[EXERCISE DESCRIPTION]
Start to finish, write out the entries exactly, leaving the pictures aside.

[AVAILABLE DATA]
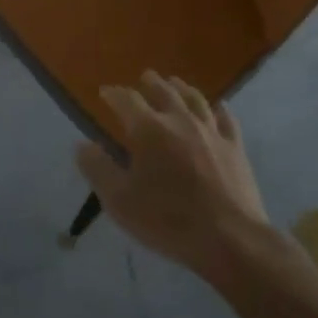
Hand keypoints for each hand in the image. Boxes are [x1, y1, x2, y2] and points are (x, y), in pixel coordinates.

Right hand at [76, 72, 272, 275]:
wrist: (230, 239)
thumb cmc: (168, 220)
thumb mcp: (119, 201)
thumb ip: (97, 169)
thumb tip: (82, 144)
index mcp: (148, 130)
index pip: (126, 100)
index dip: (114, 94)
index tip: (105, 93)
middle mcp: (180, 120)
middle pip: (163, 91)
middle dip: (150, 83)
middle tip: (143, 78)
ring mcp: (211, 132)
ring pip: (195, 99)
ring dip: (181, 87)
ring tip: (174, 83)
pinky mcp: (235, 147)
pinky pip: (226, 119)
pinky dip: (218, 109)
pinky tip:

[ANSWER BELOW]
Hand keypoints for each hand in the image. Boxes are [x1, y1, x2, y2] and points are (x, y), in pixel coordinates.

Right hand at [76, 72, 272, 275]:
wrist: (230, 239)
thumb cmc: (168, 220)
thumb mcp: (119, 201)
thumb ip: (97, 169)
thumb tip: (82, 144)
index mcp: (148, 130)
index pip: (126, 100)
index dip: (114, 94)
index tip: (105, 93)
middle mcp: (180, 120)
middle pip: (163, 91)
middle dip: (150, 83)
middle tip: (143, 78)
ring mcp: (211, 132)
ring pip: (195, 99)
ring dip: (181, 87)
ring tip: (174, 83)
pinky mcp: (235, 147)
pinky pip: (226, 119)
pinky dip: (218, 109)
pinky tip:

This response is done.